Potassium permanganate is a disinfectant and can also be used as a mouthwash. The disinfectant action works by leveraging the oxidizing properties of potassium permanganate to destroy microorganisms. The mouthwash solution of potassium permanganate should taste mildly sweet, with an astringent aftertaste. Research on the antiseptic effects of potassium permanganate and its use in treating periodontal disease is continuing. The mouthwash concentration in the trials is a solution of 0.01%, this is 1g of potassium permanganate per 10,000ml of water (that’s about 2 gallons of water). The trial suggests gargling the solution with 10 ml, twice a day.

Potassium permanganate at room temperature and normal light conditions are stable as a solid but it is less stable as a liquid.
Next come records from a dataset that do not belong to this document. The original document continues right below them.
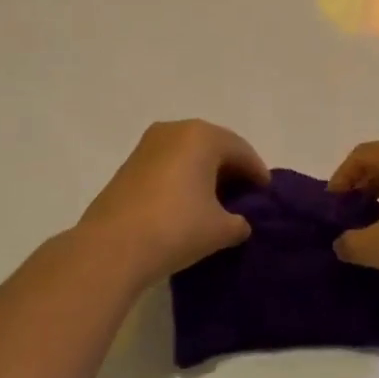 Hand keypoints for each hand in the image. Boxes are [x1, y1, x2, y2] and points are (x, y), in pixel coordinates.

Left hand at [73, 120, 269, 287]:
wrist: (111, 247)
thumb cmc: (176, 228)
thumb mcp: (220, 229)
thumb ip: (238, 222)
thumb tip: (238, 223)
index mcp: (202, 136)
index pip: (241, 150)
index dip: (257, 173)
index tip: (267, 195)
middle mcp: (175, 130)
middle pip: (214, 146)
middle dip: (231, 169)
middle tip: (245, 196)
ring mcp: (148, 145)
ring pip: (188, 154)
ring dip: (205, 173)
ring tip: (217, 202)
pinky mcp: (129, 165)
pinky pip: (168, 164)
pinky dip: (183, 178)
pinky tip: (188, 204) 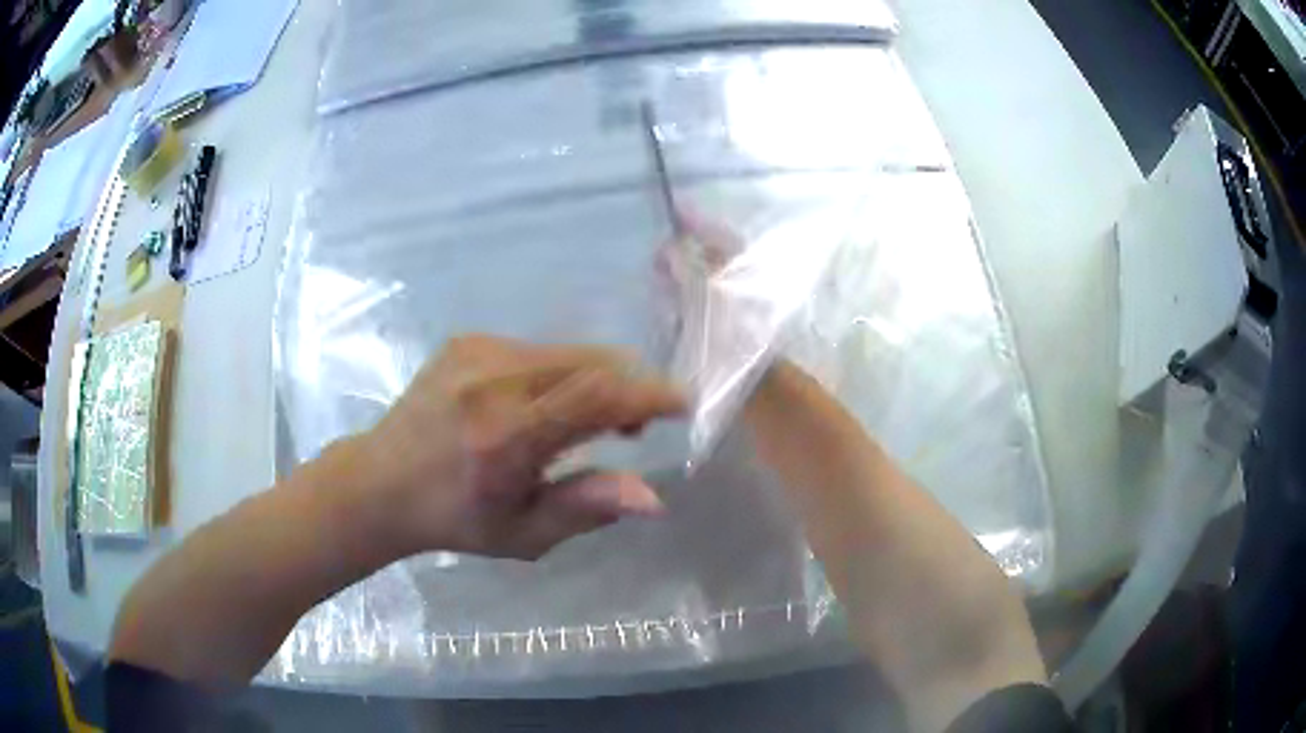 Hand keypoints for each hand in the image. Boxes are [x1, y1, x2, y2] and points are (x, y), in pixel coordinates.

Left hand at [351, 335, 685, 559]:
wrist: (381, 481)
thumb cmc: (455, 519)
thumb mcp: (523, 534)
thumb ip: (587, 508)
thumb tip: (654, 498)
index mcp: (508, 436)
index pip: (597, 395)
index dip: (648, 393)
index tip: (679, 404)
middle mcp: (495, 380)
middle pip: (591, 362)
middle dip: (629, 386)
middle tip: (633, 426)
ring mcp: (478, 352)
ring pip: (568, 351)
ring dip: (597, 379)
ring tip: (593, 419)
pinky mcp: (468, 341)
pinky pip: (539, 349)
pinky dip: (562, 372)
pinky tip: (546, 404) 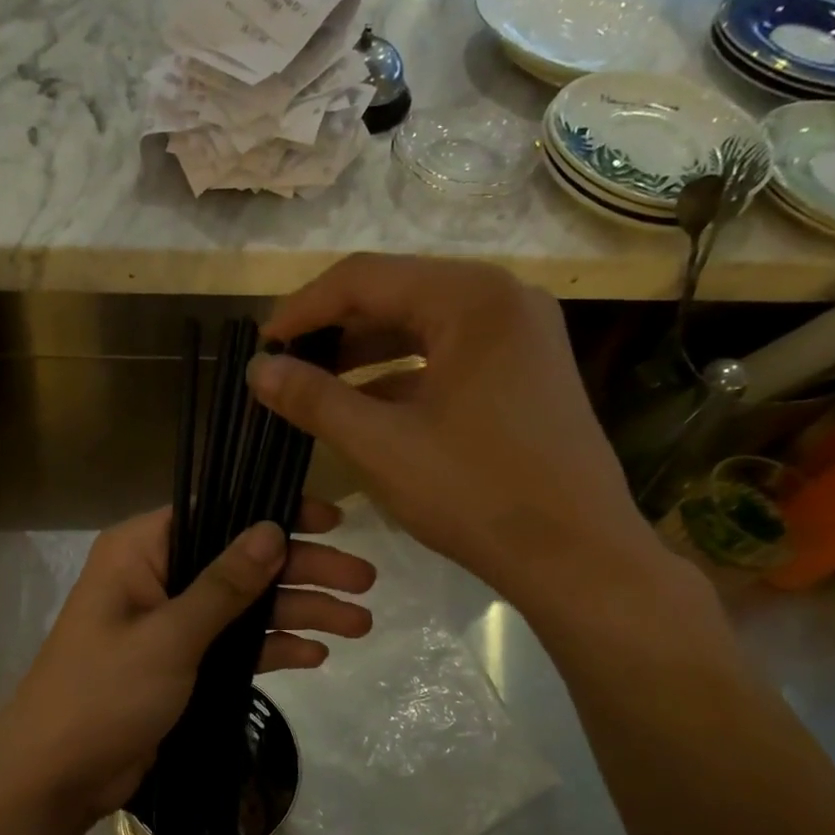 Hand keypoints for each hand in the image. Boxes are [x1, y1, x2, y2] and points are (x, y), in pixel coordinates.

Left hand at [0, 499, 374, 833]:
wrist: (55, 778)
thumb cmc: (103, 693)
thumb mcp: (169, 636)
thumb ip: (224, 585)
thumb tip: (273, 528)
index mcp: (140, 551)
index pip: (217, 511)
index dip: (275, 511)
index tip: (331, 519)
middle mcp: (157, 576)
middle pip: (242, 561)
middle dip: (303, 570)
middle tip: (365, 580)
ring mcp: (171, 622)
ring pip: (246, 605)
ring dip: (299, 611)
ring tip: (361, 623)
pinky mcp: (182, 663)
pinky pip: (235, 644)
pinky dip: (272, 647)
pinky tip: (317, 655)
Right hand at [248, 254, 664, 613]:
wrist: (577, 556)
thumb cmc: (476, 493)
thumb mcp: (380, 445)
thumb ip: (313, 399)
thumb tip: (257, 370)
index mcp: (471, 298)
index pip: (363, 278)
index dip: (301, 310)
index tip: (260, 348)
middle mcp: (502, 298)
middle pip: (395, 294)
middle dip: (332, 330)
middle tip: (283, 367)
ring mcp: (520, 335)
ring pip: (421, 326)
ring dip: (363, 353)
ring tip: (313, 385)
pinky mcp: (525, 370)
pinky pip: (448, 355)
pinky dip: (401, 375)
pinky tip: (365, 406)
And the easiest way to make up solutions in small batches that can be used up quickly is to use 100 mg potassium permanganate to around 1 liter of water (around 0.2 gallons) in the above example.

Some final uses:

  • According to the British Pharmaceutical Codex of 1968, potassium permanganate solution is used as a first-aid treatment for snake bites. However, it caveats this use is not clinically proven, but that it will destroy any venom that is on the skin’s surface.
  • Potassium permanganate can be used to neutralize mustard gas, even if it has been in the ground for decades by pouring on a solution around the infected area.
  • Back in the day, potassium permanganate was used as a treatment for poisoning. The dosage varies depending on what you read, but most publications recommend a 0.2% solution as a stomach wash, post poisoning.